Wouldn’t dominant Eastern religions have done nearly the same things? Religions that require one god seem to take people away from the land and into church to worship. It is as though they lose the ability to worship while the work, to do good works while they play, to grow attached to the land. The further Americans come in society, the less attached to the land that they are. They no longer work the land, for the most part. They no longer know the land as the will of God. Instead, worship is reserved for a set time and place, instead of all the time.
"Be joyful always, pray continually, give thanks in all circumstances, for this is God's will for you in Christ Jesus."II Thessalonians 5:16-18
Now, I'm no Bible scholar, but it seems like Americans should have stayed more attached to their lands instead of dashing off to catch industry by the tail. However, perhaps since America was a dumping ground, they quickly lost touch with their roots in the land. Maybe they didn't want to remember.
Thanks Krysondra. Your comment shows how alienation is a key theme in American Gods. Instead of being part of the land in which they live and move and have their being, the American culture insists that humans are separate from and above nature. This means people consider themselves as aliens whose nature derives from elsewhere, not in the sense of extraterrestrial, but in deriving their sense of meaning and purpose from an imagined higher heavenly source. This alienated worldview is not sustainable.

By separating religion from life and reason, mainstream Christianity produces a perverse and unbiblical theory of salvation as escape. Especially in the insane idea of rapture which is pure magical fantasy and has no empirical possibility, the fundamentalist movement is a deranged and evil distortion of the ideas of the Bible. For example, Jesus says at John 3:17 that he came not to condemn the world but to save it. Such a project of salvation requires forgiveness and understanding of the world, and integration of our lives with nature.

It is possible to maintain an industrial civilization that is in harmony with nature, but as you point out it is difficult. Buddhism, as a representative Eastern religion, presents a more integrated spirituality than mainstream Christianity, but there is also a secret Christianity which has a higher wisdom and explains the nature of time. A key difference between Buddhism and Christianity, in my reading, is over this theme of salvation as escape. Buddhism says the individual can do nothing to reduce suffering except perfecting their own life and escaping from the snares of delusion, while Christianity says that suffering can be ended through the transforming love of the path of the cross, in an identification with the sufferer and a vision of a world free of evil.

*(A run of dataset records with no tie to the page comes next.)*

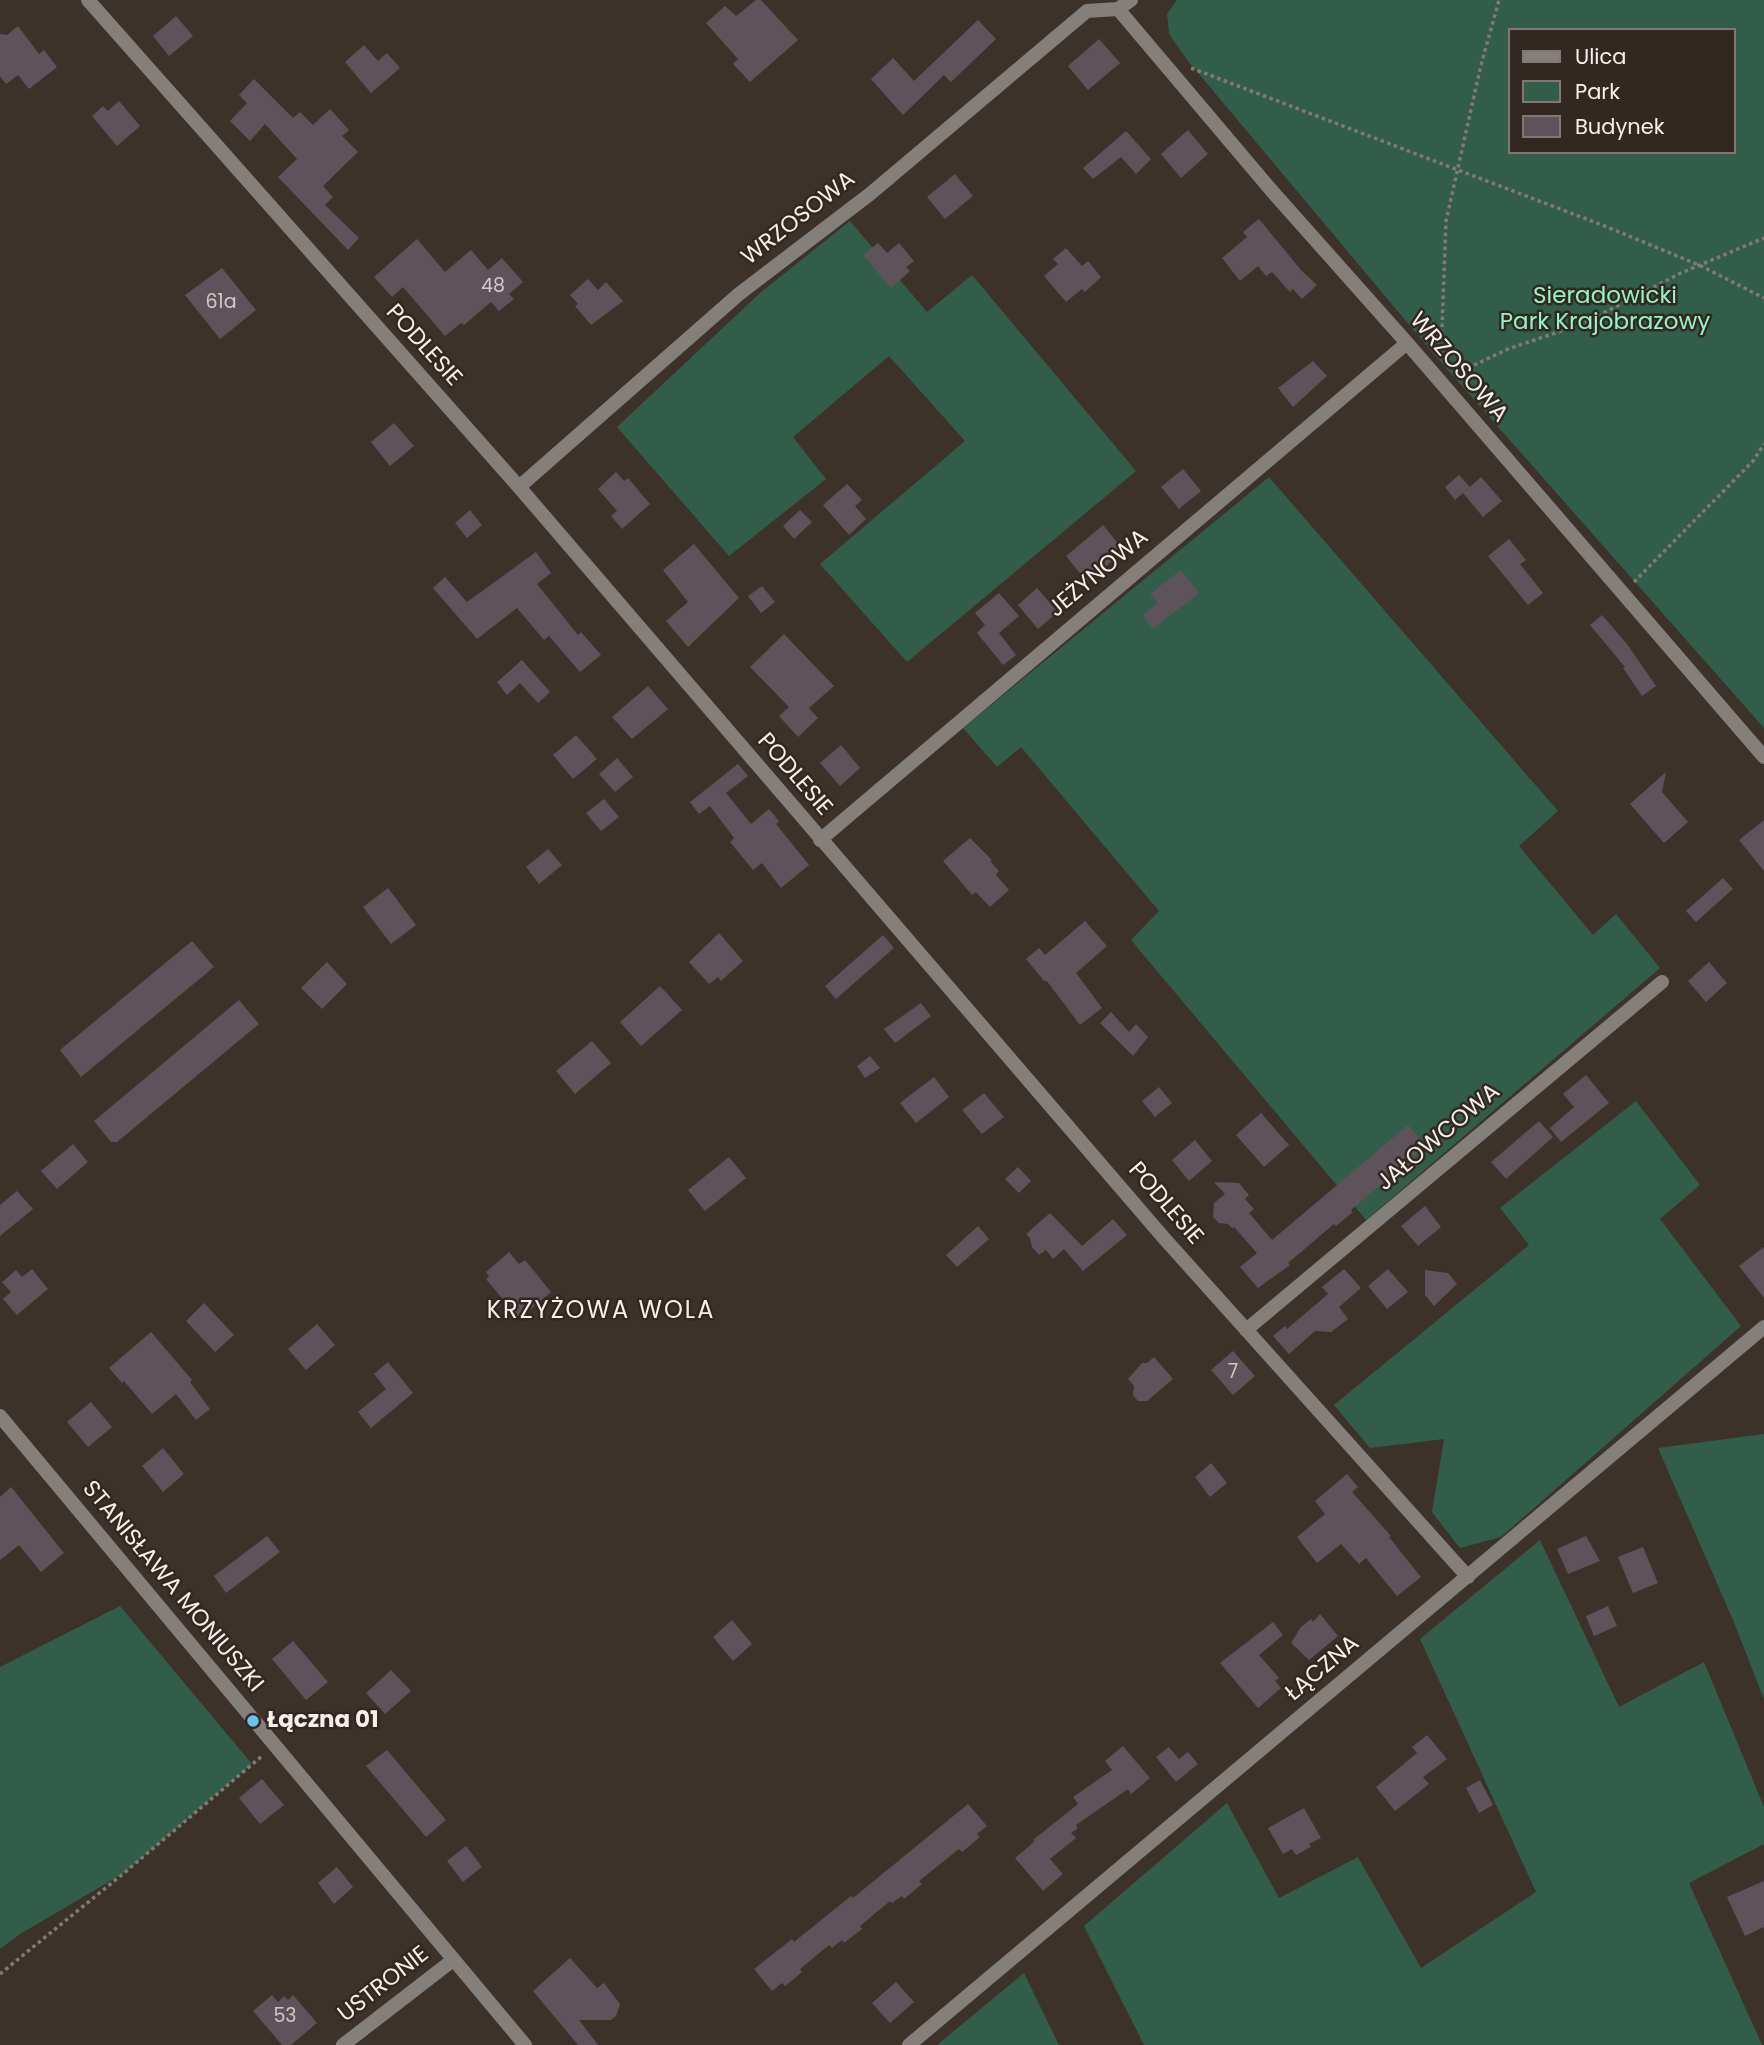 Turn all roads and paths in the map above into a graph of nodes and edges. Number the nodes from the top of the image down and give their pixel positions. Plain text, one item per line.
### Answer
1 (88, 0) edge
2 (1131, 0) edge
3 (1499, 0) edge
4 (1118, 9) junction
5 (1157, 55) junction
6 (1459, 170) junction
7 (1764, 238) edge
8 (1699, 265) junction
9 (1764, 298) edge
10 (1407, 343) junction
11 (1440, 381) junction
12 (1764, 444) edge
13 (519, 487) junction
14 (1622, 593) junction
15 (1764, 757) edge
16 (820, 840) junction
17 (1662, 982) dead end
18 (1764, 1327) edge
19 (1245, 1329) junction
20 (0, 1416) edge
21 (1468, 1577) junction
22 (266, 1752) dead end
23 (453, 1961) junction
24 (0, 1975) edge
25 (343, 2045) edge
26 (525, 2045) edge
27 (909, 2045) edge

1 - 13 street, PODLESIE
2 - 4 street, WRZOSOWA
3 - 6 path
4 - 5 street, WRZOSOWA
4 - 13 street, WRZOSOWA
5 - 6 path
5 - 10 street, WRZOSOWA
6 - 8 path
6 - 11 path
7 - 8 path
8 - 9 path
8 - 11 path
10 - 11 street, WRZOSOWA
10 - 16 street, JEŻYNOWA
11 - 14 street, WRZOSOWA
12 - 14 path
13 - 16 street, PODLESIE
14 - 15 street, WRZOSOWA
16 - 19 street, PODLESIE
17 - 19 street, JAŁOWCOWA
18 - 21 street, ŁĄCZNA
19 - 21 street, PODLESIE
20 - 23 street, STANISŁAWA MONIUSZKI
21 - 27 street, ŁĄCZNA
22 - 24 path
23 - 25 street, USTRONIE
23 - 26 street, STANISŁAWA MONIUSZKI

My reading of American Gods is that the pagan imagery of Yggdrasil and the forgotten gods is aimed at a reconciliation between humanity and nature. It opens the question of a hidden Christianity that has this same ambition. An example of this counter-cultural Christianity is Apocalypse by DH Lawrence, which examines the Biblical text and shows that the alienated mainstream doctrine is false and unbiblical, whereas the actual bible has much stronger real redemptive content than is generally understood.